My book shelves are my growth chart. In the back are the paperbacks with bent spines, prizes from library summer reading clubs. Beloved children’s books - Ella Enchanted and Tale of Desperaux and Chronicles of Narnia and Winnie the Pooh – are stacked up against tattered, used classics bought with babysitting money – aspirational purchases with my name dug into the first page in pen.
In high school, I printed one of those lists of “100 Books Everyone Should Read” and streamrolled through it indescriminately: Pride and Prejuduce, 1984, Catcher in the Rye, Lolita, Catch-22, Slaughterhouse-Five, To Kill a Mockingbird, I read books that were brilliant and books I didn’t remotely understand, and any time I found a copy in a used book store or at a yard sale, I bought it and put it on my shelf like a trophy.
I kept every book I bought for college, apart from the textbooks for the handful of math and science classes I had to take. I read deeper and wider and my collection grew – the economics of India, the effects of mass incarceration, the history of Genghis Khan and novel after novel after fascinating novel.
I didn’t take any of those books with me, in the end. Instead, I packed a Spanish-English Bible and a Spanish-English dictionary and went to New-to-You and bought a stack of 50-cent paperbacks to slip between clothes and notebooks and shampoo.
I read the first, The Red Tent by Anita Diamant, in one long sitting in the Minneapolis airport waiting for the next flight after the one I had missed. I ate airport Chick-fil-a and tried to remember if there was anything I had forgotten to pack or anything I had forgotten to say to the people I wouldn’t see for a year. When I finished it, I wrote myself a note: “Engrossing and intriguing. High on prose at times and heady; detail-stuffed, but lyric.” Then I left the book on an airport seat and boarded my flight.
I read the next few books compulsively, almost wastefully. I settled into the words and they settled into me. The books I brought were odd choices, maybe, but already their words roll through my head tinged with the flavor of tamal and tamarindo.
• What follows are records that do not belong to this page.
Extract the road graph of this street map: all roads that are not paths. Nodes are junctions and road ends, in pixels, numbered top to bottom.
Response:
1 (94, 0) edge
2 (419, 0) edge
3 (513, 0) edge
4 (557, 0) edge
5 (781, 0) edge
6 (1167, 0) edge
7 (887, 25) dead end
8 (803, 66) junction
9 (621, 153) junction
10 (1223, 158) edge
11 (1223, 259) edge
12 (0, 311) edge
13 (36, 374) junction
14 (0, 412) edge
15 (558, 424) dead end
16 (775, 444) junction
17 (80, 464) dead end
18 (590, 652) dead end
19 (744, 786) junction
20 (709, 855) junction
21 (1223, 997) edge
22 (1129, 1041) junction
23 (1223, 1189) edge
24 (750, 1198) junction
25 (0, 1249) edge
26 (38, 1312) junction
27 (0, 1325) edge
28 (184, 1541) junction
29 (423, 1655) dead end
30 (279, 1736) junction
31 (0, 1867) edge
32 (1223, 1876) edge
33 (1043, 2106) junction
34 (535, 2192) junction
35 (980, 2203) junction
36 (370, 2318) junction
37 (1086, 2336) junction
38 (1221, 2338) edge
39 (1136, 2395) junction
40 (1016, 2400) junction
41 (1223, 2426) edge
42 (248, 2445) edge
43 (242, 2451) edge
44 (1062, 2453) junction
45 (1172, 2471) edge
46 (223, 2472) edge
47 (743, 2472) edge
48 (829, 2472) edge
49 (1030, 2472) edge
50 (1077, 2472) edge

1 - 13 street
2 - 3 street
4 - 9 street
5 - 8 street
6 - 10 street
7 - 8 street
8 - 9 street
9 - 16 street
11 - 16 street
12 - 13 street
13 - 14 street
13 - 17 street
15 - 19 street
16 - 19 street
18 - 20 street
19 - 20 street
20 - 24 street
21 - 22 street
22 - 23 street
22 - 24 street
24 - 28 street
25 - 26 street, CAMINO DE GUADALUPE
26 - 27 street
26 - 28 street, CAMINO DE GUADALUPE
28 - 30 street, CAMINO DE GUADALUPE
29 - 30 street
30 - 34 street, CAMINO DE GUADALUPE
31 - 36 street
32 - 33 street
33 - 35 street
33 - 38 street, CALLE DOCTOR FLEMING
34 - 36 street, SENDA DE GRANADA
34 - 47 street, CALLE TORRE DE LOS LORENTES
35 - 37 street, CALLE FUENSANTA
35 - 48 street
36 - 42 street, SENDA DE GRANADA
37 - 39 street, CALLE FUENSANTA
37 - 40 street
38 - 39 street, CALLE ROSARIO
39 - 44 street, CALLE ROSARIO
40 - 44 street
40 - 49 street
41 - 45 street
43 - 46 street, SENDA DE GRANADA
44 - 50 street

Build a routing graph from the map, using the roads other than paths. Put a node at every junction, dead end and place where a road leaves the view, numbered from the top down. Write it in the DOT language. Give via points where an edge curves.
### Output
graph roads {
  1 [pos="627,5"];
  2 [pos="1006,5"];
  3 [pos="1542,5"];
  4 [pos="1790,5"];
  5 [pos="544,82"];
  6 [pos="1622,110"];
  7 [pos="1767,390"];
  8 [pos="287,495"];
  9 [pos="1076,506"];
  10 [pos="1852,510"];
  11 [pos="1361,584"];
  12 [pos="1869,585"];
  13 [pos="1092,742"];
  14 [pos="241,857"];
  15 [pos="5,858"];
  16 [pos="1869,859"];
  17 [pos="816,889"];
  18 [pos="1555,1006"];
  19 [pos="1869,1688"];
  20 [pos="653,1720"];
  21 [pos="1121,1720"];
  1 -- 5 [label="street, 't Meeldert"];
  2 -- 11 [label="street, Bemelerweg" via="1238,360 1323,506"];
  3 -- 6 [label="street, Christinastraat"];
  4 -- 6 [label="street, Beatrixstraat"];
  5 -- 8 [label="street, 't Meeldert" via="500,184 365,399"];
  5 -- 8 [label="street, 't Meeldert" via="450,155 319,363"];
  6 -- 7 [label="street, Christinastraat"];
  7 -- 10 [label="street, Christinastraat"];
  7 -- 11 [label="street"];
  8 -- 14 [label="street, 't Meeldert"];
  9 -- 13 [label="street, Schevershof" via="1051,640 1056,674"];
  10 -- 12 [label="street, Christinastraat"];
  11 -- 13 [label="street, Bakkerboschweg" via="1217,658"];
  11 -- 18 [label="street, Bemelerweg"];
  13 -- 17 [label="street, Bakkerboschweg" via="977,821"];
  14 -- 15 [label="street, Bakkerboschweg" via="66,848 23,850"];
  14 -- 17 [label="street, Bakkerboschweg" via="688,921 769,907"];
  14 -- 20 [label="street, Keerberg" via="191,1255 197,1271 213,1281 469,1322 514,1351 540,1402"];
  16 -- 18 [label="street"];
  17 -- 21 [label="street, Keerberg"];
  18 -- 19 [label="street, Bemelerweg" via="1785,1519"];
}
I read Home by Marilynne Robinson the first week after I moved into my room in Tegucigalpa, in the evenings, when I was too tired to carry on more conversations, but not tired enough to sleep. I read about small-town Iowa to the sound of the reguetón music thumping next door, to the smell of tortillas cooking. I let the book’s depth and gentleness, its lessons of inexplicable grace settle into me, and then I went to bed.
I read A Pale View of Hills by Kashuo Ishiguri on the weekends when my weekends were still empty. The book, too, had a curious hollowness, a skillful skirting of the real story that was creepy and engrossing.
I read A Fine Balance by Rohington Mistry in the quiet moments of a team retreat in La Ceiba. The 600-page epic knocked me flat every time I opened it, and in the evenings, I would ask Jonathan, who’s from West Bengal, how much of it was true. We sat by the river and talked about castes and politics and history. I finished the book on the long bus ride from La Ceiba to Tegucigalpa and closed it gently at the end, only able to look, melancholy, out of the window at the campo.
I read James McBride’s The Color of Water: A Black Man’s Tribute to his White Mother when I had not spoken to my own mother for nearly six weeks, a combination of faulty internet and missed communication. I cried a little at the end, more because it was beautiful than it was sad, and because I know what it is like to have a mother who cares so completely that her children succeed that everything else in life is secondary.
I read The End of the Affair by Graham Greene on a day trip to a local picturesque city. I went alone, and tried to read on the jittery school bus, squeezed as I was between a couple fondling each other and a basket of corn. It was lonely, a little, to walk the city alone, so I sat in the central park and read.
I finished the hauntingly human little novel in a cathedral, away from the rain that had started to drizzle. There were people in front of me on their knees, their lips moving silently. The light through the stained-glass windows had just begun to fade. I read to the last sentence – “O God, You’ve done enough. You’ve robbed me of enough. I’m too tired and old to learn to love, leave me alone for ever.” I closed the book and took a mototaxi home.